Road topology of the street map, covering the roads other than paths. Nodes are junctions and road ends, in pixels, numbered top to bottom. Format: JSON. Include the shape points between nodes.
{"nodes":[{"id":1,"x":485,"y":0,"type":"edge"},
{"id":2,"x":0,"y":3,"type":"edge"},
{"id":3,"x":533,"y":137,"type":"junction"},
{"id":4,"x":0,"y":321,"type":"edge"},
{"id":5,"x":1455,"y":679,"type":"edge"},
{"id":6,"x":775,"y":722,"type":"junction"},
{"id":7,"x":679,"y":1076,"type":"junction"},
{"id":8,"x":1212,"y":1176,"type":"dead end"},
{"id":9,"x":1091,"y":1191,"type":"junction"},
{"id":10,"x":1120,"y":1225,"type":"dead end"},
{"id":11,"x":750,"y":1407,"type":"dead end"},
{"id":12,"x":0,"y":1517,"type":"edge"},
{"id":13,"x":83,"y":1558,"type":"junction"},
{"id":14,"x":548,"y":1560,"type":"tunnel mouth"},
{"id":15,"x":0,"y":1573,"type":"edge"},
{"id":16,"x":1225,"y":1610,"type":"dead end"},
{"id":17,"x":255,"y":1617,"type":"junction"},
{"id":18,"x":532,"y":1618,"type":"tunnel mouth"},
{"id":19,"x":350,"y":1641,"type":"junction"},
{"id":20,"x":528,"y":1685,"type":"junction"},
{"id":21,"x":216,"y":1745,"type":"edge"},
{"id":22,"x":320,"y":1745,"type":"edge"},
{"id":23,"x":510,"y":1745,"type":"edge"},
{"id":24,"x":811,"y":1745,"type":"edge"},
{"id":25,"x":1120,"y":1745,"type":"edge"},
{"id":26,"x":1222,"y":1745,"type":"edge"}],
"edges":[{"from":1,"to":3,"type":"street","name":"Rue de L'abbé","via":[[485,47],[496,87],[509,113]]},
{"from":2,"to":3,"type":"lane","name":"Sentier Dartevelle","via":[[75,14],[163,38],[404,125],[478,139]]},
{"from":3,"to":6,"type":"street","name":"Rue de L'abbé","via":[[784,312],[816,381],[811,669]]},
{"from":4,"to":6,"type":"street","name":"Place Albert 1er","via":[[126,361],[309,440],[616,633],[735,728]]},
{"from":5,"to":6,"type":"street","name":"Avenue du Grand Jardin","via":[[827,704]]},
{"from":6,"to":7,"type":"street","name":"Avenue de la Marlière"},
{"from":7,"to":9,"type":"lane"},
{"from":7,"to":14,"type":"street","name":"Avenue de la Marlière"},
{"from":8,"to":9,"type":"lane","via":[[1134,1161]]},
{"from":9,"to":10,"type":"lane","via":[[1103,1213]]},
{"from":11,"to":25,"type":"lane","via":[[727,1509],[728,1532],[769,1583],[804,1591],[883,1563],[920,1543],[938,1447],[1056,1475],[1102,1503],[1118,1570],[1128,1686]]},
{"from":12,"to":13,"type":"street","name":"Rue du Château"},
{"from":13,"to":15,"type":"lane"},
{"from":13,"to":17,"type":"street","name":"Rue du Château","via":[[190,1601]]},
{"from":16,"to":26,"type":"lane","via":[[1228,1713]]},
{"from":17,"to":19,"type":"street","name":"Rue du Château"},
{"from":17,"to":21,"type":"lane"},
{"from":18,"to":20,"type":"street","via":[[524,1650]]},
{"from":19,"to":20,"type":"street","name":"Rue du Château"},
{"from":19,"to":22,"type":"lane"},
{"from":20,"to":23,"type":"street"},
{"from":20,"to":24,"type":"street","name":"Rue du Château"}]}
:::::
Problem requirements.
I need all of the records above retyped exactly, please.

Solution to the problem.
Road topology of the street map, covering the roads other than paths. Nodes are junctions and road ends, in pixels, numbered top to bottom. Format: JSON. Include the shape points between nodes.
{"nodes":[{"id":1,"x":485,"y":0,"type":"edge"},
{"id":2,"x":0,"y":3,"type":"edge"},
{"id":3,"x":533,"y":137,"type":"junction"},
{"id":4,"x":0,"y":321,"type":"edge"},
{"id":5,"x":1455,"y":679,"type":"edge"},
{"id":6,"x":775,"y":722,"type":"junction"},
{"id":7,"x":679,"y":1076,"type":"junction"},
{"id":8,"x":1212,"y":1176,"type":"dead end"},
{"id":9,"x":1091,"y":1191,"type":"junction"},
{"id":10,"x":1120,"y":1225,"type":"dead end"},
{"id":11,"x":750,"y":1407,"type":"dead end"},
{"id":12,"x":0,"y":1517,"type":"edge"},
{"id":13,"x":83,"y":1558,"type":"junction"},
{"id":14,"x":548,"y":1560,"type":"tunnel mouth"},
{"id":15,"x":0,"y":1573,"type":"edge"},
{"id":16,"x":1225,"y":1610,"type":"dead end"},
{"id":17,"x":255,"y":1617,"type":"junction"},
{"id":18,"x":532,"y":1618,"type":"tunnel mouth"},
{"id":19,"x":350,"y":1641,"type":"junction"},
{"id":20,"x":528,"y":1685,"type":"junction"},
{"id":21,"x":216,"y":1745,"type":"edge"},
{"id":22,"x":320,"y":1745,"type":"edge"},
{"id":23,"x":510,"y":1745,"type":"edge"},
{"id":24,"x":811,"y":1745,"type":"edge"},
{"id":25,"x":1120,"y":1745,"type":"edge"},
{"id":26,"x":1222,"y":1745,"type":"edge"}],
"edges":[{"from":1,"to":3,"type":"street","name":"Rue de L'abbé","via":[[485,47],[496,87],[509,113]]},
{"from":2,"to":3,"type":"lane","name":"Sentier Dartevelle","via":[[75,14],[163,38],[404,125],[478,139]]},
{"from":3,"to":6,"type":"street","name":"Rue de L'abbé","via":[[784,312],[816,381],[811,669]]},
{"from":4,"to":6,"type":"street","name":"Place Albert 1er","via":[[126,361],[309,440],[616,633],[735,728]]},
{"from":5,"to":6,"type":"street","name":"Avenue du Grand Jardin","via":[[827,704]]},
{"from":6,"to":7,"type":"street","name":"Avenue de la Marlière"},
{"from":7,"to":9,"type":"lane"},
{"from":7,"to":14,"type":"street","name":"Avenue de la Marlière"},
{"from":8,"to":9,"type":"lane","via":[[1134,1161]]},
{"from":9,"to":10,"type":"lane","via":[[1103,1213]]},
{"from":11,"to":25,"type":"lane","via":[[727,1509],[728,1532],[769,1583],[804,1591],[883,1563],[920,1543],[938,1447],[1056,1475],[1102,1503],[1118,1570],[1128,1686]]},
{"from":12,"to":13,"type":"street","name":"Rue du Château"},
{"from":13,"to":15,"type":"lane"},
{"from":13,"to":17,"type":"street","name":"Rue du Château","via":[[190,1601]]},
{"from":16,"to":26,"type":"lane","via":[[1228,1713]]},
{"from":17,"to":19,"type":"street","name":"Rue du Château"},
{"from":17,"to":21,"type":"lane"},
{"from":18,"to":20,"type":"street","via":[[524,1650]]},
{"from":19,"to":20,"type":"street","name":"Rue du Château"},
{"from":19,"to":22,"type":"lane"},
{"from":20,"to":23,"type":"street"},
{"from":20,"to":24,"type":"street","name":"Rue du Château"}]}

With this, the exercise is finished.